(Stored data)
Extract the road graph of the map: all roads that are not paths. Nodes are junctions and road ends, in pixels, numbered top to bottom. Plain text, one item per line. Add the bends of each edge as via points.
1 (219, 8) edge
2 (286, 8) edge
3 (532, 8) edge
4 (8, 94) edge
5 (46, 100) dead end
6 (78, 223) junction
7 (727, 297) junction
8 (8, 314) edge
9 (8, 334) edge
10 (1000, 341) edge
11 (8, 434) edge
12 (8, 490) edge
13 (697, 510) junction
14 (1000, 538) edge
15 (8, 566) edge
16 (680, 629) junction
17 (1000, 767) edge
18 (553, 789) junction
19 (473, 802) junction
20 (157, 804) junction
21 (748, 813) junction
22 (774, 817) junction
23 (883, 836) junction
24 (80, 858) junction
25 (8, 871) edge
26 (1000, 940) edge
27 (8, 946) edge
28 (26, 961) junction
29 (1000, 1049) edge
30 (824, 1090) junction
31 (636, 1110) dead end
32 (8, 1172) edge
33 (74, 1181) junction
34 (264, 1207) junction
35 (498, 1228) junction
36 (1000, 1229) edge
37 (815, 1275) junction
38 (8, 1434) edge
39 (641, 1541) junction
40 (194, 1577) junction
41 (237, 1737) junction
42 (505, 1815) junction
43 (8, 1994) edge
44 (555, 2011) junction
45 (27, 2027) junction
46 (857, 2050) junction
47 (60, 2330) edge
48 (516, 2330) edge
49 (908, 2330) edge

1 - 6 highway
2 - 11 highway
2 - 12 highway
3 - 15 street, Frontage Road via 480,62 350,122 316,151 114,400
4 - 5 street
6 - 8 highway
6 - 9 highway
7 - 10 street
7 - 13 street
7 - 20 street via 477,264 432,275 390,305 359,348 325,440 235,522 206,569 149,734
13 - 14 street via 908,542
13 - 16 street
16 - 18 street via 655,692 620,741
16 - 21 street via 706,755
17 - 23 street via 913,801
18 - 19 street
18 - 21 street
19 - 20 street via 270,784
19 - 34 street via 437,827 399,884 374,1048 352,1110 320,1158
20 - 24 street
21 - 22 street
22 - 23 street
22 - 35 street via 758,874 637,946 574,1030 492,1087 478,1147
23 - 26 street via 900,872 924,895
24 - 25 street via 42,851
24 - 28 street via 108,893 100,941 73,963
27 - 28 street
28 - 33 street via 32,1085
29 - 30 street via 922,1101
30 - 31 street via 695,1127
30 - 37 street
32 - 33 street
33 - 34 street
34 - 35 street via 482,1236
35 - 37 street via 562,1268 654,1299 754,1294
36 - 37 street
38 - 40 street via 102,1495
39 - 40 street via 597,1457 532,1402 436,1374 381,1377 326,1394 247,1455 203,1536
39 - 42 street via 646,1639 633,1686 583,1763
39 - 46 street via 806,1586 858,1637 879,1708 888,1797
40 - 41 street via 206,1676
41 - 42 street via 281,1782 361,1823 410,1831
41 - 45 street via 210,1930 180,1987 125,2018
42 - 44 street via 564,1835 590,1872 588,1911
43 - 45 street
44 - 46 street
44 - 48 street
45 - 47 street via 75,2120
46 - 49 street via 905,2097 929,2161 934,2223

## WORK REQUEST
Every line above is to be transcribed exactly, with nothing missed.

## EXERCISE SOLUTION
Extract the road graph of the map: all roads that are not paths. Nodes are junctions and road ends, in pixels, numbered top to bottom. Plain text, one item per line. Add the bends of each edge as via points.
1 (219, 8) edge
2 (286, 8) edge
3 (532, 8) edge
4 (8, 94) edge
5 (46, 100) dead end
6 (78, 223) junction
7 (727, 297) junction
8 (8, 314) edge
9 (8, 334) edge
10 (1000, 341) edge
11 (8, 434) edge
12 (8, 490) edge
13 (697, 510) junction
14 (1000, 538) edge
15 (8, 566) edge
16 (680, 629) junction
17 (1000, 767) edge
18 (553, 789) junction
19 (473, 802) junction
20 (157, 804) junction
21 (748, 813) junction
22 (774, 817) junction
23 (883, 836) junction
24 (80, 858) junction
25 (8, 871) edge
26 (1000, 940) edge
27 (8, 946) edge
28 (26, 961) junction
29 (1000, 1049) edge
30 (824, 1090) junction
31 (636, 1110) dead end
32 (8, 1172) edge
33 (74, 1181) junction
34 (264, 1207) junction
35 (498, 1228) junction
36 (1000, 1229) edge
37 (815, 1275) junction
38 (8, 1434) edge
39 (641, 1541) junction
40 (194, 1577) junction
41 (237, 1737) junction
42 (505, 1815) junction
43 (8, 1994) edge
44 (555, 2011) junction
45 (27, 2027) junction
46 (857, 2050) junction
47 (60, 2330) edge
48 (516, 2330) edge
49 (908, 2330) edge

1 - 6 highway
2 - 11 highway
2 - 12 highway
3 - 15 street, Frontage Road via 480,62 350,122 316,151 114,400
4 - 5 street
6 - 8 highway
6 - 9 highway
7 - 10 street
7 - 13 street
7 - 20 street via 477,264 432,275 390,305 359,348 325,440 235,522 206,569 149,734
13 - 14 street via 908,542
13 - 16 street
16 - 18 street via 655,692 620,741
16 - 21 street via 706,755
17 - 23 street via 913,801
18 - 19 street
18 - 21 street
19 - 20 street via 270,784
19 - 34 street via 437,827 399,884 374,1048 352,1110 320,1158
20 - 24 street
21 - 22 street
22 - 23 street
22 - 35 street via 758,874 637,946 574,1030 492,1087 478,1147
23 - 26 street via 900,872 924,895
24 - 25 street via 42,851
24 - 28 street via 108,893 100,941 73,963
27 - 28 street
28 - 33 street via 32,1085
29 - 30 street via 922,1101
30 - 31 street via 695,1127
30 - 37 street
32 - 33 street
33 - 34 street
34 - 35 street via 482,1236
35 - 37 street via 562,1268 654,1299 754,1294
36 - 37 street
38 - 40 street via 102,1495
39 - 40 street via 597,1457 532,1402 436,1374 381,1377 326,1394 247,1455 203,1536
39 - 42 street via 646,1639 633,1686 583,1763
39 - 46 street via 806,1586 858,1637 879,1708 888,1797
40 - 41 street via 206,1676
41 - 42 street via 281,1782 361,1823 410,1831
41 - 45 street via 210,1930 180,1987 125,2018
42 - 44 street via 564,1835 590,1872 588,1911
43 - 45 street
44 - 46 street
44 - 48 street
45 - 47 street via 75,2120
46 - 49 street via 905,2097 929,2161 934,2223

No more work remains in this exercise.